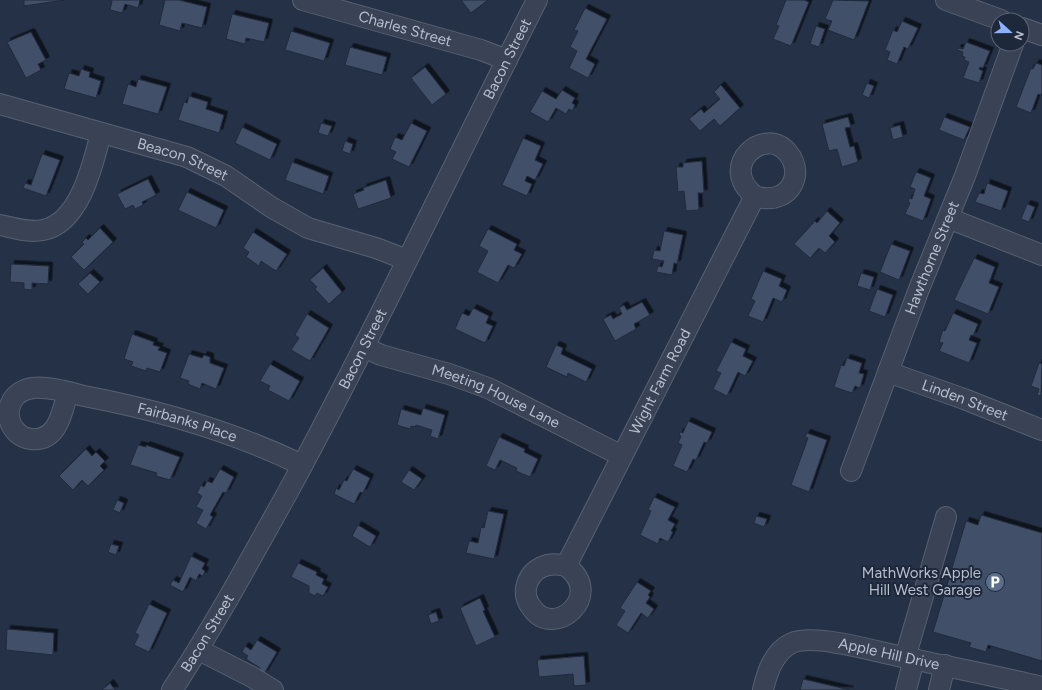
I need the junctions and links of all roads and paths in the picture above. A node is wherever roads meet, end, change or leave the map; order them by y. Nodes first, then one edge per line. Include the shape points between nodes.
1 (303, 0) edge
2 (538, 0) edge
3 (946, 0) edge
4 (990, 16) edge
5 (1030, 31) edge
6 (1042, 35) edge
7 (1010, 52) edge
8 (507, 60) junction
9 (0, 104) edge
10 (101, 132) junction
11 (755, 196) dead end
12 (948, 218) junction
13 (0, 225) edge
14 (1042, 254) edge
15 (407, 260) junction
16 (364, 347) junction
17 (888, 372) junction
18 (68, 392) dead end
19 (1042, 430) edge
20 (622, 456) junction
21 (302, 465) junction
22 (852, 471) dead end
23 (946, 517) dead end
24 (566, 566) dead end
25 (199, 650) junction
26 (909, 658) junction
27 (945, 665) junction
28 (1042, 687) edge
29 (172, 690) edge
30 (273, 690) edge
31 (763, 690) edge
32 (906, 690) edge
33 (939, 690) edge

1 - 8 street, Charles Street via 481,50
2 - 8 street, Bacon Street
3 - 4 street
5 - 6 street
7 - 12 street, Hawthorne Street
8 - 15 street, Bacon Street
9 - 10 street, Beacon Street
10 - 13 street via 80,196 65,219 54,227 42,230
10 - 15 street, Beacon Street via 194,160 226,176 270,207 308,228
11 - 20 street, Wight Farm Road
12 - 14 street
12 - 17 street, Hawthorne Street
15 - 16 street, Bacon Street
16 - 20 street, Meeting House Lane via 381,355 488,388
16 - 21 street, Bacon Street
17 - 19 street, Linden Street via 971,401
17 - 22 street, Hawthorne Street
18 - 21 street, Fairbanks Place via 211,430 266,448
20 - 24 street, Wight Farm Road
21 - 25 street, Bacon Street
23 - 26 street
25 - 29 street, Bacon Street
25 - 30 street
26 - 27 street, Apple Hill Drive
26 - 31 street, Apple Hill Drive via 821,641 794,642 783,648 775,658
26 - 32 street
27 - 28 street, Apple Hill Drive
27 - 33 street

■ ■ ■ ■ ■

*TASK DIRECTIONS*: In the records above, find the lines holding "dead". Copy each one.

*ANSWER FOR THE TASK*:
11 (755, 196) dead end
18 (68, 392) dead end
22 (852, 471) dead end
23 (946, 517) dead end
24 (566, 566) dead end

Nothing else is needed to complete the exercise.